Stored data:
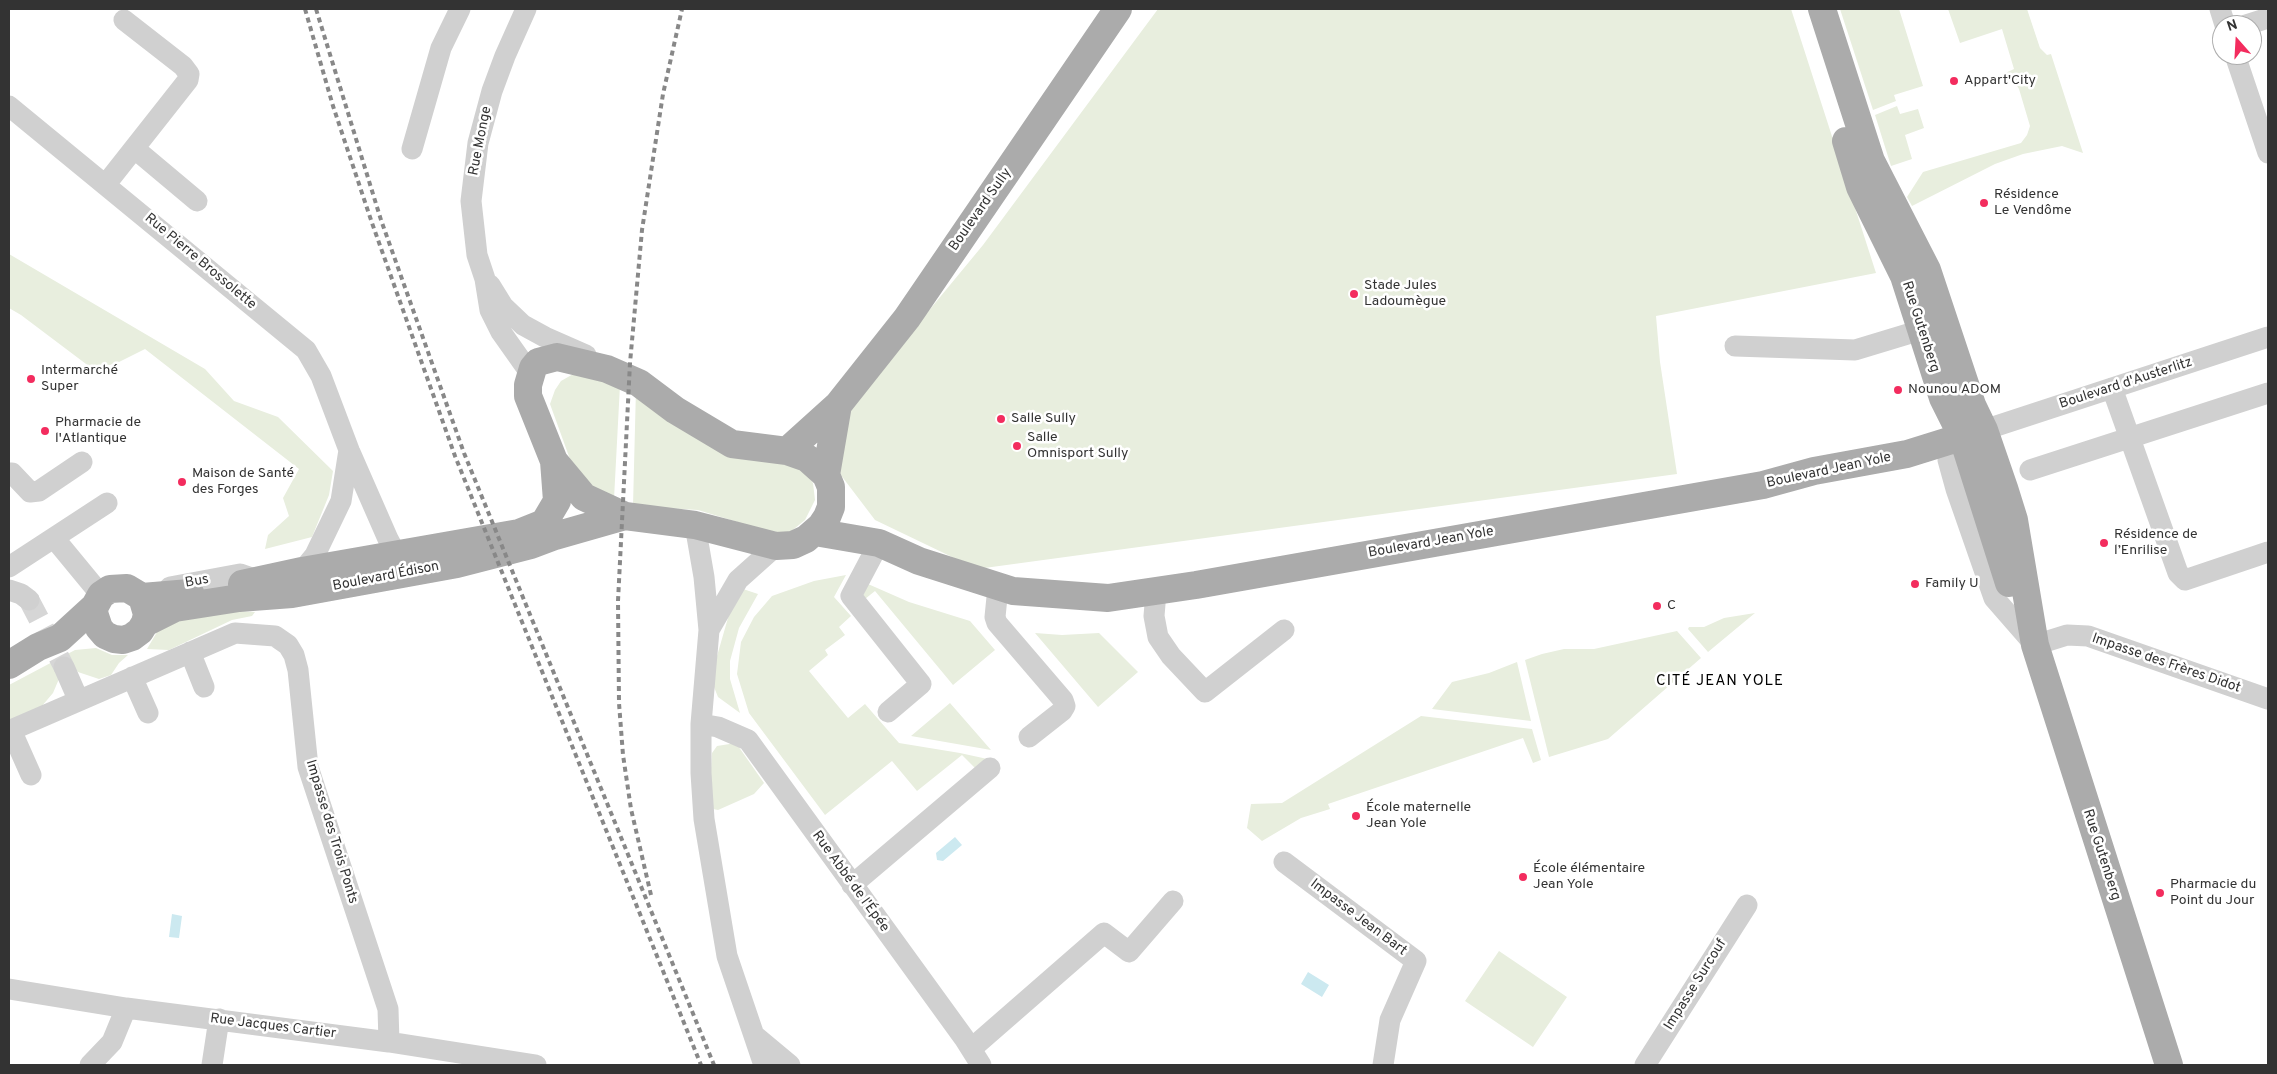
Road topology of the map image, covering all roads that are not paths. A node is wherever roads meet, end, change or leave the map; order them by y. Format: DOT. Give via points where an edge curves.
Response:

---

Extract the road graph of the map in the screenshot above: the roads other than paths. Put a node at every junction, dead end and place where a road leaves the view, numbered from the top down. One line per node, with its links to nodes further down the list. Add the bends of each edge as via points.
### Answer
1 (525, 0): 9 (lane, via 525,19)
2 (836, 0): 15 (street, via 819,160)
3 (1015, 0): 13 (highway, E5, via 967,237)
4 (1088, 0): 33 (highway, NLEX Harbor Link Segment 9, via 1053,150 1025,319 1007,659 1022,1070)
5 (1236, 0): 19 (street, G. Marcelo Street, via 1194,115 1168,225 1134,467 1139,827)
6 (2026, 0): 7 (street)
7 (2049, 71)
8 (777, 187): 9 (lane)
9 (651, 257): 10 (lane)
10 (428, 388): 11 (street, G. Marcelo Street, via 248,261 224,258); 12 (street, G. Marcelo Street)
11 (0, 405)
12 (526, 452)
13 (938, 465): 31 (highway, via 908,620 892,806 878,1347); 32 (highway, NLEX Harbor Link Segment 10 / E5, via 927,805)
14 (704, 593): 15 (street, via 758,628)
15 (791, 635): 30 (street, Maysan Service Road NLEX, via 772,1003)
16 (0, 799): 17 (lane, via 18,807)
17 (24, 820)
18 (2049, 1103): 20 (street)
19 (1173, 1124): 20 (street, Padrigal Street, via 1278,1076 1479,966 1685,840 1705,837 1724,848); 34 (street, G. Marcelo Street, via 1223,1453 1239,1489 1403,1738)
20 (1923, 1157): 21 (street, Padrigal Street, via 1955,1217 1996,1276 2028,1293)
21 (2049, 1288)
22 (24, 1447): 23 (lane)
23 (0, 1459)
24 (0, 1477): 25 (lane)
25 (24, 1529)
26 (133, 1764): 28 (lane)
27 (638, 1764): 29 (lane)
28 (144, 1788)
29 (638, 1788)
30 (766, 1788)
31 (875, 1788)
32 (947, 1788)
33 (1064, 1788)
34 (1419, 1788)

* * *

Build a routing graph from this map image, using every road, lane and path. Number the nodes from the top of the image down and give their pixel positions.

Task item: Only lines with the string "nodes" are wanted; please find each one in the listing and copy it.

Task response:
Extract the road graph of the map in the screenshot above: the roads other than paths. Put a node at every junction, dead end and place where a road leaves the view, numbered from the top down. One line per node, with its links to nodes further down the list. Add the bends of each edge as via points.
Build a routing graph from this map image, using every road, lane and path. Number the nodes from the top of the image down and give their pixel positions.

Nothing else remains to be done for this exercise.